WHAT YOU ARE ASKED TO DO: Leaving out the pictures, return word for word the stretch of entries below from the line holding "ring pip: (312, 193)" through the line holding "pinky tip: (1187, 967)".

_____

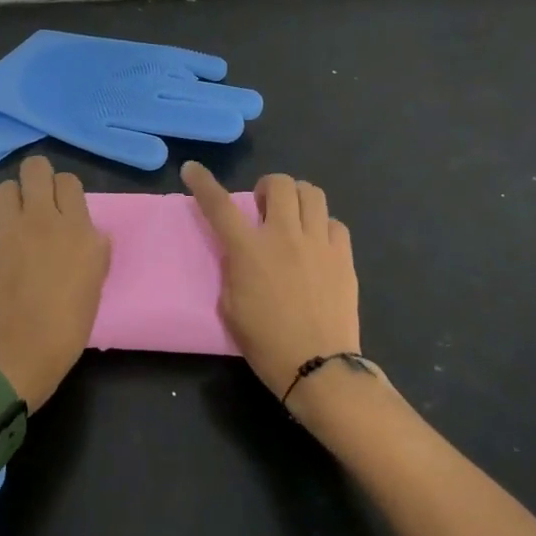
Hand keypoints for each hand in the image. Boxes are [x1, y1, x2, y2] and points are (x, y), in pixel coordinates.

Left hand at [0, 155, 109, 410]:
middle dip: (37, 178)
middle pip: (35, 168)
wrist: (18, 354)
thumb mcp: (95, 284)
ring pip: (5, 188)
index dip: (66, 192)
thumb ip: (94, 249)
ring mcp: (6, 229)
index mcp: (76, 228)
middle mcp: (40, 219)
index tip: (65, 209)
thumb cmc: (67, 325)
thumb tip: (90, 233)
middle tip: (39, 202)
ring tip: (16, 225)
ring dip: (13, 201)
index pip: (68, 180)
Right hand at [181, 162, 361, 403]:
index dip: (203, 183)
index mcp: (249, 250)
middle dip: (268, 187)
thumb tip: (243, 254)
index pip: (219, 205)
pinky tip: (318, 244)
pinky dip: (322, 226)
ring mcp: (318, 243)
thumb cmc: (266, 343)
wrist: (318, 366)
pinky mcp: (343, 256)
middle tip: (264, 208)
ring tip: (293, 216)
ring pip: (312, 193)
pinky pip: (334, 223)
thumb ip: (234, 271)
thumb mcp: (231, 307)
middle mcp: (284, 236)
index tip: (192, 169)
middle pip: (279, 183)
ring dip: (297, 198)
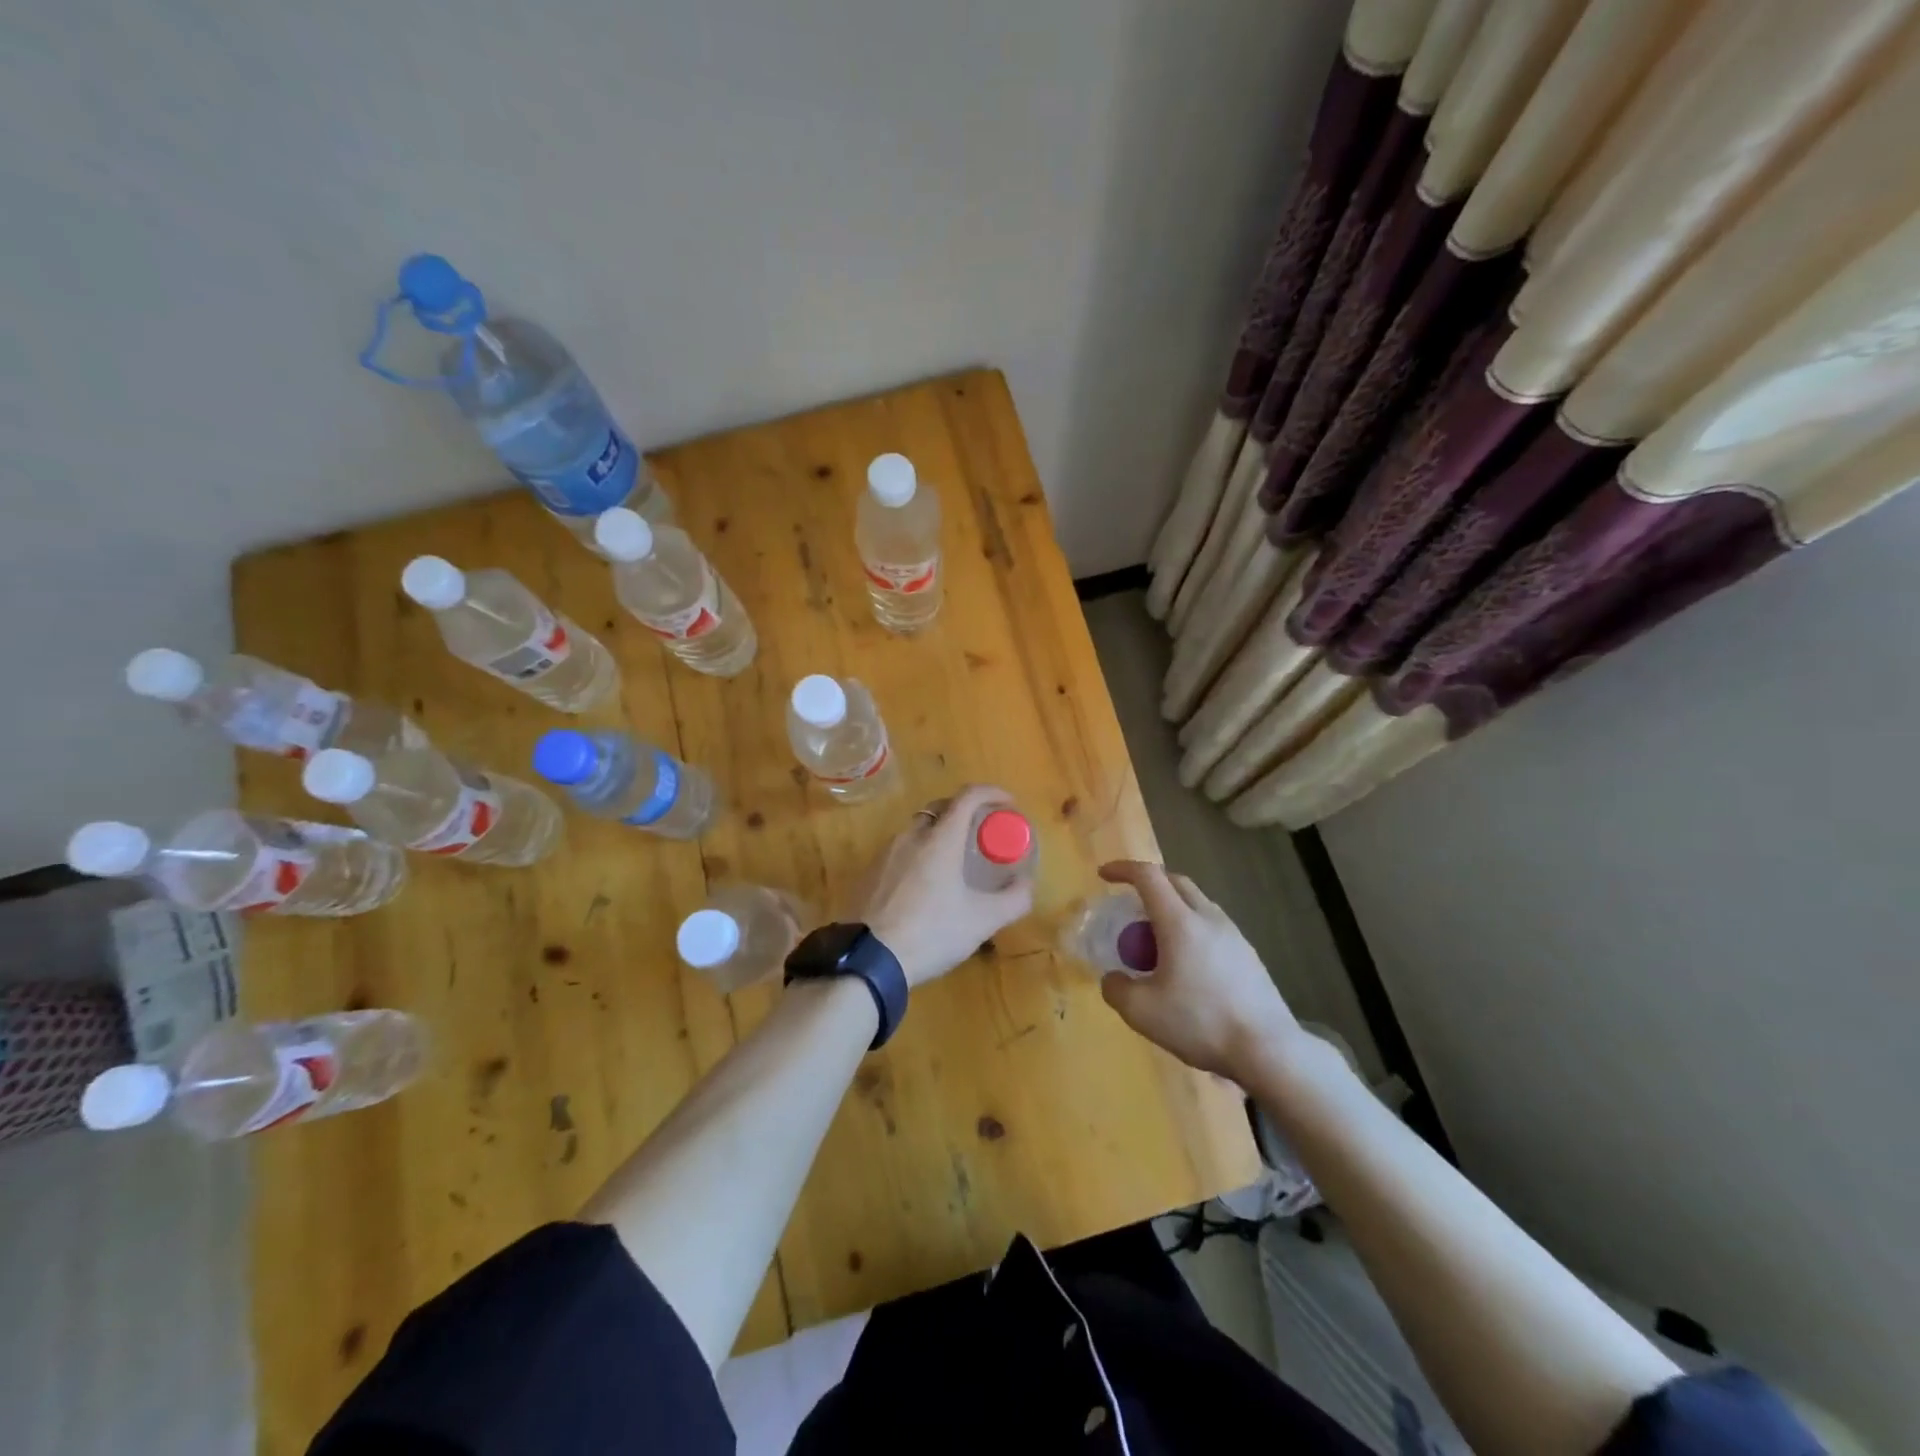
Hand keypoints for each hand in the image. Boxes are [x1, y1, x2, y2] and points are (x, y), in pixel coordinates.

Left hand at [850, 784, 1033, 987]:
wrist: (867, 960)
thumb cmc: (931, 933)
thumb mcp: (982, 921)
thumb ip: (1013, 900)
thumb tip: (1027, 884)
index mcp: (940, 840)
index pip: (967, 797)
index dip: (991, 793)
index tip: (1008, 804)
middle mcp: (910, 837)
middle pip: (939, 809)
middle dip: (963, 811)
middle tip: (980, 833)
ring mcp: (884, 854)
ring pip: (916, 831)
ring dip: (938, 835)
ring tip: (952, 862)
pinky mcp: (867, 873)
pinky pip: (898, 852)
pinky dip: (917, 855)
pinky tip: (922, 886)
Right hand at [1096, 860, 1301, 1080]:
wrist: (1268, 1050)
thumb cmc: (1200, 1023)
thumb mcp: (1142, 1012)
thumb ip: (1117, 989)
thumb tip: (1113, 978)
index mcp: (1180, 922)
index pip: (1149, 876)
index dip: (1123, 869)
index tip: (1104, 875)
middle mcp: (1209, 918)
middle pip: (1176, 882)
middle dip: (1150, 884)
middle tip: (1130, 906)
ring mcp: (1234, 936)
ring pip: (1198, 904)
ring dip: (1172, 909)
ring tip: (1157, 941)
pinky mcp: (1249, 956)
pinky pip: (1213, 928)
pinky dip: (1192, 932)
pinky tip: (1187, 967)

_____

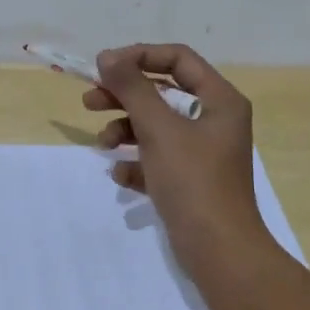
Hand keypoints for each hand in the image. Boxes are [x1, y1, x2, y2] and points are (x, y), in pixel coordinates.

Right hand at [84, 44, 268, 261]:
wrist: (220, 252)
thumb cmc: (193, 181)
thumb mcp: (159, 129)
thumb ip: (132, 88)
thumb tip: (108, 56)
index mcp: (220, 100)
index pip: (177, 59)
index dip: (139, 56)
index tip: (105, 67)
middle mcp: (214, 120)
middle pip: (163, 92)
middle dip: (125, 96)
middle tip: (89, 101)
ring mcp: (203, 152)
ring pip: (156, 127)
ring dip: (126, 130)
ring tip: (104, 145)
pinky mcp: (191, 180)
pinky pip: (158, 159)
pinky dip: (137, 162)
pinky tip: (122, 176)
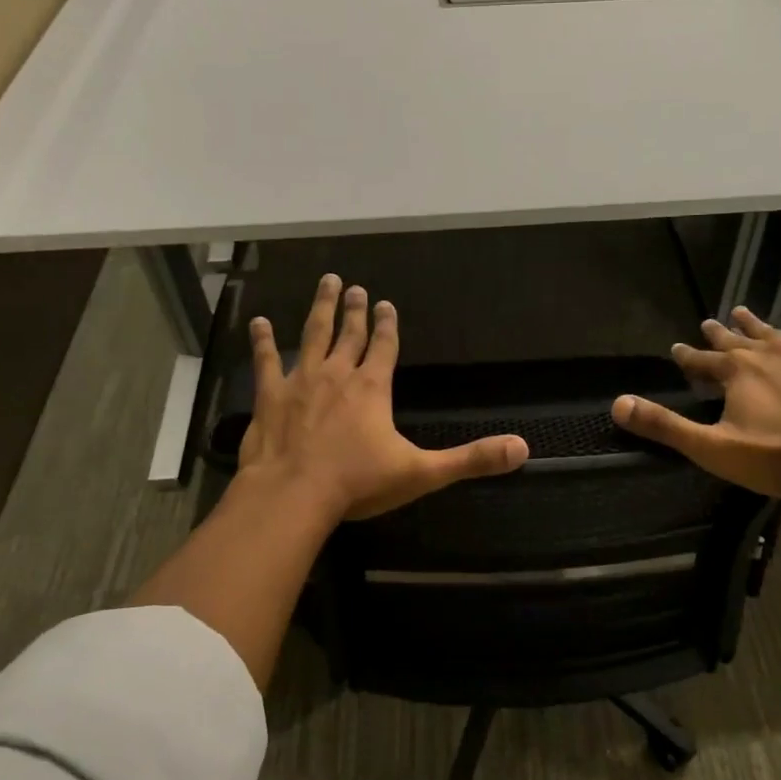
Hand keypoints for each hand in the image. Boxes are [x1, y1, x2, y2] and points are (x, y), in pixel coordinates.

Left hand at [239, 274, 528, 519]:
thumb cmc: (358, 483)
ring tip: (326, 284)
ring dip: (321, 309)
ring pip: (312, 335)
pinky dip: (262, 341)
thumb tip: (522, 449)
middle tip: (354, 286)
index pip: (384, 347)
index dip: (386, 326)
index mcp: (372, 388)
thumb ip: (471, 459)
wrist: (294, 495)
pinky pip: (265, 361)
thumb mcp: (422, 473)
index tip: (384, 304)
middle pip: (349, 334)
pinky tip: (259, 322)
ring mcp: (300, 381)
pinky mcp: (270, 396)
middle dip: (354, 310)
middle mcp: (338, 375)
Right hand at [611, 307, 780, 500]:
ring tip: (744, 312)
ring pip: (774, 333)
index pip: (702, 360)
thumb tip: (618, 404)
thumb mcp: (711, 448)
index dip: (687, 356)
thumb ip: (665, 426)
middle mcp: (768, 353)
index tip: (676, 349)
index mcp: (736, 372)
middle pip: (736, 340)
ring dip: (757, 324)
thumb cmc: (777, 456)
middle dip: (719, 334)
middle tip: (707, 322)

_____

EXERCISE RESPONSE:
ring pip: (312, 193)
pinky pip: (334, 223)
thumb ip: (234, 271)
thumb mcp: (231, 307)
middle mcp: (284, 236)
index tip: (192, 169)
middle pip: (279, 183)
ring dip: (297, 198)
Hand keypoints for each hand in the image. Boxes are [x1, y1, x2, y2] and points are (x, y), in pixel coordinates.

Left hand at [850, 784, 1033, 987]:
wrist: (867, 960)
thumb cmc: (931, 933)
thumb mcp: (982, 921)
thumb ip: (1013, 900)
thumb tip: (1027, 884)
index mcp: (940, 840)
index pip: (967, 797)
index dip: (991, 793)
index tip: (1008, 804)
middle mcp: (910, 837)
middle pip: (939, 809)
middle dip: (963, 811)
middle tip: (980, 833)
ring mcp: (884, 854)
ring pip: (916, 831)
ring dip: (938, 835)
ring tip: (952, 862)
pinky mcp: (867, 873)
pinky pip: (898, 852)
pinky dip: (917, 855)
pinky tip: (922, 886)
Right hand at [1096, 860, 1301, 1080]:
wrist: (1268, 1050)
thumb cmc: (1200, 1023)
thumb mcp: (1142, 1012)
thumb ip: (1117, 989)
thumb tip: (1113, 978)
index mcp: (1180, 922)
index pip: (1149, 876)
index dip: (1123, 869)
index tip: (1104, 875)
middle mcp: (1209, 918)
middle pip: (1176, 882)
middle dip: (1150, 884)
middle tip: (1130, 906)
ring mcp: (1234, 936)
ring pip: (1198, 904)
ring dip: (1172, 909)
ring tip: (1157, 941)
pinky mcp: (1249, 956)
pinky pip: (1213, 928)
pinky dip: (1192, 932)
pinky tip: (1187, 967)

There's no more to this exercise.